■ What the task asks
In your reply, reproduce every line of the data without any alteration.

■ Input data

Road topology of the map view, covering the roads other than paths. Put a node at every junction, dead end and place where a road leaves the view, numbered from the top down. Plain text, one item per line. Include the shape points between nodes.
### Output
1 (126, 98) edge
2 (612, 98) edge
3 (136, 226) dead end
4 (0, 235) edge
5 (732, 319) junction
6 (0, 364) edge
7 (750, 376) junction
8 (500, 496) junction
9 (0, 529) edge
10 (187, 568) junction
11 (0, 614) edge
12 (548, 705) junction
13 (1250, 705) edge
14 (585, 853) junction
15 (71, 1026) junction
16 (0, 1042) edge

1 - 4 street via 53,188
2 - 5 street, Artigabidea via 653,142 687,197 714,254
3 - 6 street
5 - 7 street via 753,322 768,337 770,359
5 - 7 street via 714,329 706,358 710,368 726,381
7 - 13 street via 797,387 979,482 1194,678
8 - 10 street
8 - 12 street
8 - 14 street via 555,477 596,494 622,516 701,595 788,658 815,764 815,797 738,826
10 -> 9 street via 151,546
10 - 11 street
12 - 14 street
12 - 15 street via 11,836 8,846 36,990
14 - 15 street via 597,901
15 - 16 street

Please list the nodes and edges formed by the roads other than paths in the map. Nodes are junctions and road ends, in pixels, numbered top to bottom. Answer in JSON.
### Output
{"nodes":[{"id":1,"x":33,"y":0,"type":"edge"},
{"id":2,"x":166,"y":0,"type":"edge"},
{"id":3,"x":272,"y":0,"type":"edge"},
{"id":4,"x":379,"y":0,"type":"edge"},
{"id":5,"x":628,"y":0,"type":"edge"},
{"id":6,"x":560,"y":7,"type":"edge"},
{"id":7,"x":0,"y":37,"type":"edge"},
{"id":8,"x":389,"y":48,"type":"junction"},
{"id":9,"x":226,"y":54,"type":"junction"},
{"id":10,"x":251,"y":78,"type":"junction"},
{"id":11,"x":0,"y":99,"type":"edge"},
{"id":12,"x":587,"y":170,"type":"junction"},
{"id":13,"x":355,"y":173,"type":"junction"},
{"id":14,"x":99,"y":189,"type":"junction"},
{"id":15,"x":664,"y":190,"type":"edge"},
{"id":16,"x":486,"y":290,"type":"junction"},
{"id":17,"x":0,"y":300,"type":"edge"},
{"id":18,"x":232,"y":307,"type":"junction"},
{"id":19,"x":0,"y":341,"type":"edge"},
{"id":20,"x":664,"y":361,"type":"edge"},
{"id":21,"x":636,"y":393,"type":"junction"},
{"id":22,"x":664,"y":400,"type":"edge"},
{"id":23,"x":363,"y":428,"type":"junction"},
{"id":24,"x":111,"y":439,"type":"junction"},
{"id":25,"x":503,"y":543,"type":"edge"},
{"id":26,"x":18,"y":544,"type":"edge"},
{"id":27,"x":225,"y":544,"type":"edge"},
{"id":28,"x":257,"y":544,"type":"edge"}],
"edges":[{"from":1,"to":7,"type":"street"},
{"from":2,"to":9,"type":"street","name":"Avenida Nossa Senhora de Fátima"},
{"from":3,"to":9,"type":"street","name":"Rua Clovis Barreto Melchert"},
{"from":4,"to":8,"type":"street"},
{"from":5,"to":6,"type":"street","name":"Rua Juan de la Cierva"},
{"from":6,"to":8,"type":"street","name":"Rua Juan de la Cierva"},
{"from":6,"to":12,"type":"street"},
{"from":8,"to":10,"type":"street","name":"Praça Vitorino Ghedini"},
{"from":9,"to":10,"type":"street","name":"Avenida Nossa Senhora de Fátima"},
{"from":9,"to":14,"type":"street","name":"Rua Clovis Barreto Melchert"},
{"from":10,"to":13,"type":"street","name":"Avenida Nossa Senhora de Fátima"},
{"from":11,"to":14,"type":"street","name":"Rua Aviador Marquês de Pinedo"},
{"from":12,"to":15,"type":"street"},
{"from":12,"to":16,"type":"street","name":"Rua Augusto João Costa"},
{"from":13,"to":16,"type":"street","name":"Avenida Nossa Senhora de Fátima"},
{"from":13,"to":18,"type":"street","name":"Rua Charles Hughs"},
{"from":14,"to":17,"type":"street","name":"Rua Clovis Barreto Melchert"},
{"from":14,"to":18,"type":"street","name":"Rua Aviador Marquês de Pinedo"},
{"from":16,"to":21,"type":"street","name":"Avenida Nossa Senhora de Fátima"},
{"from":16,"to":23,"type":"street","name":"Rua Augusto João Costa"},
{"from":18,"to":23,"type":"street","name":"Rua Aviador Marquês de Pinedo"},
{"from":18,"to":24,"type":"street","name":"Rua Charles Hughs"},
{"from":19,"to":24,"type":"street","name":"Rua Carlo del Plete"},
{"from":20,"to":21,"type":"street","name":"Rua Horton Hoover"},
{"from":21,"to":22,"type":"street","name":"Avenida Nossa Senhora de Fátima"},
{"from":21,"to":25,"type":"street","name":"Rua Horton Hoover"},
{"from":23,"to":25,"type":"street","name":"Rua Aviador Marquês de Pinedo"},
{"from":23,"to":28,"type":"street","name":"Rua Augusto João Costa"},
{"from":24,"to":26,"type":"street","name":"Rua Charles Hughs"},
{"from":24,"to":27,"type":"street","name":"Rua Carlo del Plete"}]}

■ Solution to this exercise
Road topology of the map view, covering the roads other than paths. Put a node at every junction, dead end and place where a road leaves the view, numbered from the top down. Plain text, one item per line. Include the shape points between nodes.
### Output
1 (126, 98) edge
2 (612, 98) edge
3 (136, 226) dead end
4 (0, 235) edge
5 (732, 319) junction
6 (0, 364) edge
7 (750, 376) junction
8 (500, 496) junction
9 (0, 529) edge
10 (187, 568) junction
11 (0, 614) edge
12 (548, 705) junction
13 (1250, 705) edge
14 (585, 853) junction
15 (71, 1026) junction
16 (0, 1042) edge

1 - 4 street via 53,188
2 - 5 street, Artigabidea via 653,142 687,197 714,254
3 - 6 street
5 - 7 street via 753,322 768,337 770,359
5 - 7 street via 714,329 706,358 710,368 726,381
7 - 13 street via 797,387 979,482 1194,678
8 - 10 street
8 - 12 street
8 - 14 street via 555,477 596,494 622,516 701,595 788,658 815,764 815,797 738,826
10 -> 9 street via 151,546
10 - 11 street
12 - 14 street
12 - 15 street via 11,836 8,846 36,990
14 - 15 street via 597,901
15 - 16 street

Please list the nodes and edges formed by the roads other than paths in the map. Nodes are junctions and road ends, in pixels, numbered top to bottom. Answer in JSON.
### Output
{"nodes":[{"id":1,"x":33,"y":0,"type":"edge"},
{"id":2,"x":166,"y":0,"type":"edge"},
{"id":3,"x":272,"y":0,"type":"edge"},
{"id":4,"x":379,"y":0,"type":"edge"},
{"id":5,"x":628,"y":0,"type":"edge"},
{"id":6,"x":560,"y":7,"type":"edge"},
{"id":7,"x":0,"y":37,"type":"edge"},
{"id":8,"x":389,"y":48,"type":"junction"},
{"id":9,"x":226,"y":54,"type":"junction"},
{"id":10,"x":251,"y":78,"type":"junction"},
{"id":11,"x":0,"y":99,"type":"edge"},
{"id":12,"x":587,"y":170,"type":"junction"},
{"id":13,"x":355,"y":173,"type":"junction"},
{"id":14,"x":99,"y":189,"type":"junction"},
{"id":15,"x":664,"y":190,"type":"edge"},
{"id":16,"x":486,"y":290,"type":"junction"},
{"id":17,"x":0,"y":300,"type":"edge"},
{"id":18,"x":232,"y":307,"type":"junction"},
{"id":19,"x":0,"y":341,"type":"edge"},
{"id":20,"x":664,"y":361,"type":"edge"},
{"id":21,"x":636,"y":393,"type":"junction"},
{"id":22,"x":664,"y":400,"type":"edge"},
{"id":23,"x":363,"y":428,"type":"junction"},
{"id":24,"x":111,"y":439,"type":"junction"},
{"id":25,"x":503,"y":543,"type":"edge"},
{"id":26,"x":18,"y":544,"type":"edge"},
{"id":27,"x":225,"y":544,"type":"edge"},
{"id":28,"x":257,"y":544,"type":"edge"}],
"edges":[{"from":1,"to":7,"type":"street"},
{"from":2,"to":9,"type":"street","name":"Avenida Nossa Senhora de Fátima"},
{"from":3,"to":9,"type":"street","name":"Rua Clovis Barreto Melchert"},
{"from":4,"to":8,"type":"street"},
{"from":5,"to":6,"type":"street","name":"Rua Juan de la Cierva"},
{"from":6,"to":8,"type":"street","name":"Rua Juan de la Cierva"},
{"from":6,"to":12,"type":"street"},
{"from":8,"to":10,"type":"street","name":"Praça Vitorino Ghedini"},
{"from":9,"to":10,"type":"street","name":"Avenida Nossa Senhora de Fátima"},
{"from":9,"to":14,"type":"street","name":"Rua Clovis Barreto Melchert"},
{"from":10,"to":13,"type":"street","name":"Avenida Nossa Senhora de Fátima"},
{"from":11,"to":14,"type":"street","name":"Rua Aviador Marquês de Pinedo"},
{"from":12,"to":15,"type":"street"},
{"from":12,"to":16,"type":"street","name":"Rua Augusto João Costa"},
{"from":13,"to":16,"type":"street","name":"Avenida Nossa Senhora de Fátima"},
{"from":13,"to":18,"type":"street","name":"Rua Charles Hughs"},
{"from":14,"to":17,"type":"street","name":"Rua Clovis Barreto Melchert"},
{"from":14,"to":18,"type":"street","name":"Rua Aviador Marquês de Pinedo"},
{"from":16,"to":21,"type":"street","name":"Avenida Nossa Senhora de Fátima"},
{"from":16,"to":23,"type":"street","name":"Rua Augusto João Costa"},
{"from":18,"to":23,"type":"street","name":"Rua Aviador Marquês de Pinedo"},
{"from":18,"to":24,"type":"street","name":"Rua Charles Hughs"},
{"from":19,"to":24,"type":"street","name":"Rua Carlo del Plete"},
{"from":20,"to":21,"type":"street","name":"Rua Horton Hoover"},
{"from":21,"to":22,"type":"street","name":"Avenida Nossa Senhora de Fátima"},
{"from":21,"to":25,"type":"street","name":"Rua Horton Hoover"},
{"from":23,"to":25,"type":"street","name":"Rua Aviador Marquês de Pinedo"},
{"from":23,"to":28,"type":"street","name":"Rua Augusto João Costa"},
{"from":24,"to":26,"type":"street","name":"Rua Charles Hughs"},
{"from":24,"to":27,"type":"street","name":"Rua Carlo del Plete"}]}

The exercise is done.